*Recorded data:*
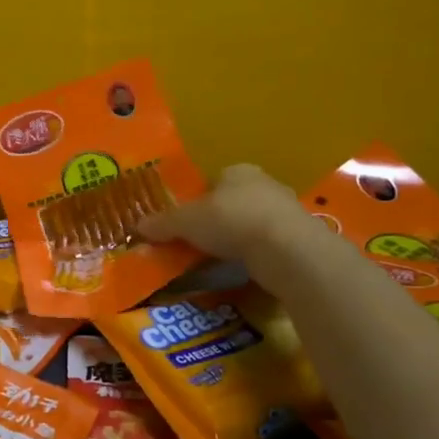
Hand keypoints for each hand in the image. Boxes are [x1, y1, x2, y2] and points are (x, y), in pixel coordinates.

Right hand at [139, 163, 320, 270]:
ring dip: (240, 237)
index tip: (187, 220)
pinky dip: (257, 253)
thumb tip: (138, 226)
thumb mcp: (185, 222)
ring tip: (221, 258)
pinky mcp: (301, 237)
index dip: (198, 199)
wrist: (286, 249)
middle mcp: (264, 183)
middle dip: (220, 218)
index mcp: (236, 171)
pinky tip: (246, 267)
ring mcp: (287, 210)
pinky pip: (270, 243)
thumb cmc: (230, 220)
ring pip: (254, 221)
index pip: (213, 180)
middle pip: (234, 200)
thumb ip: (163, 223)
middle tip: (201, 240)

*ACTIVITY:* The data above must be written out again word for word, without its pictures.

*EXERCISE ANSWER:*
Hand keypoints for each hand in the image. Boxes are [x1, y1, x2, y2] and points are (x, y), in pixel coordinates.

Right hand at [139, 163, 320, 270]:
ring dip: (240, 237)
index tip: (187, 220)
pinky dip: (257, 253)
thumb tip: (138, 226)
thumb mcp: (185, 222)
ring tip: (221, 258)
pinky mcp: (301, 237)
index dip: (198, 199)
wrist: (286, 249)
middle mcp: (264, 183)
middle dip: (220, 218)
index mcp: (236, 171)
pinky tip: (246, 267)
ring mcp: (287, 210)
pinky pip: (270, 243)
thumb cmc: (230, 220)
ring pip: (254, 221)
index pip: (213, 180)
middle pip: (234, 200)
thumb ip: (163, 223)
middle tip: (201, 240)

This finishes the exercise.